An initial answer to the question I raised would suggest that the city is important for Christians because in the West that's where most of us (and most other people) live. To return to John's Gospel, Christians are not extracted from the world, in fact we engage in that which is most truly ours in Christ: for though Christ was not received by the world, John tells us he entered into that which was "his own [ta idia]."

Now let us make a further theological move. The fall from salvation may well have taken place or have been conceived to have taken place in a garden, but when the state of Christian salvation attains its perfection it will occur within or is conceived to occur within a city. When the first heaven and the first earth are consumed in apocalyptic judgement, and the new heaven and the new earth are established, the book of Revelation speaks of a "holy city, new Jerusalem, coming down Out of heaven from God, made ready like a bride adorned for her husband." I do not pretend to fathom the metaphors and allegories of the New Testament's final book, but the city in the Scriptures is an important figure, and, ultimately, along with the imagery of the bride, is employed to sum up the perfect life in Christ. Beatification is citizenship, the Church becomes the polis: "I saw no temple in the city; for its temple was the sovereign Lord God and the Lamb.
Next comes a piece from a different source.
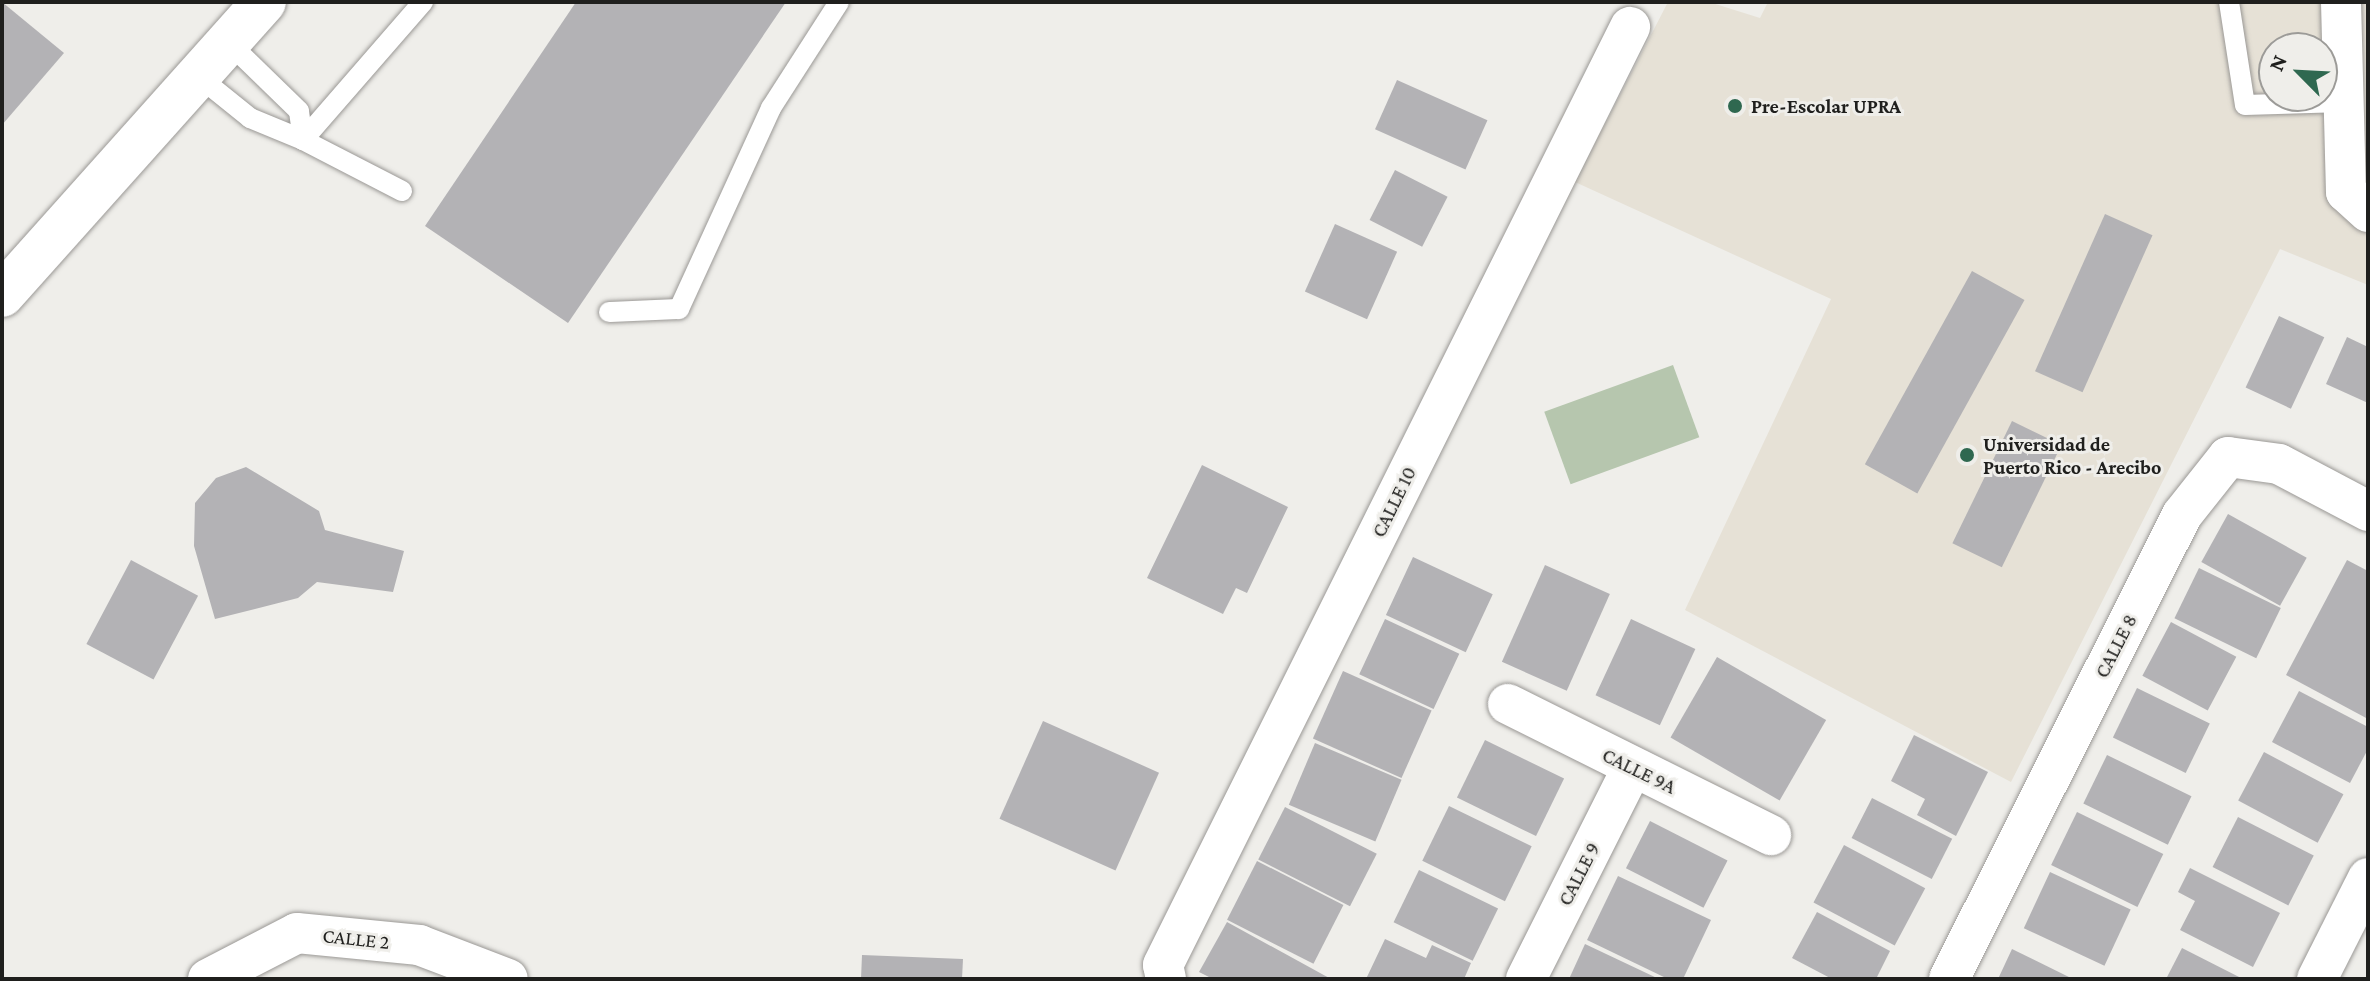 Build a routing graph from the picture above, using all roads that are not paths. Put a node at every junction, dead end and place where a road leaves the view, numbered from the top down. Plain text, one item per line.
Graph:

And the city had no need for sun or moon to shine upon it; for the gl ory of God gave it light; and its lamp was the Lamb. By its lights shall the nations bring into it all their splendour. The gates of the city shall never be shut by day--and there will be no night. The wealth of splendour of the nations shall be brought into it." Note the repetition; this city is not characterized by its poverty and austerity, it is characterized rather by its "splendour," its wealth, its gemstone beauty and sublime proportions-equally owned and admired by all. Alongside other Scriptural images of this kingdom we are not talking about banqueting here, nor fasting, not hunger; we are talking wine tasting (Christ himself told the disciples at the last supper "I shall not drink of the vine again until that day when I drink it with you in the Kingdom of heaven"); with the language of bride and bridegroom, though there may be no marriage in heaven, we are talking of eros in ways Gregory of Nyssa, St. Augustine and St. Bernard of Clairvaux understood. What does all this mean for we, now, here and t heologically engaged? Well, returning to our question, the second reason cities are important for Christians is because, in ways that are mysterious in the Scriptures, civic living has eschatological significance because it is to be experienced (as Augustine recognized) in the light of the city of God as the true res republica.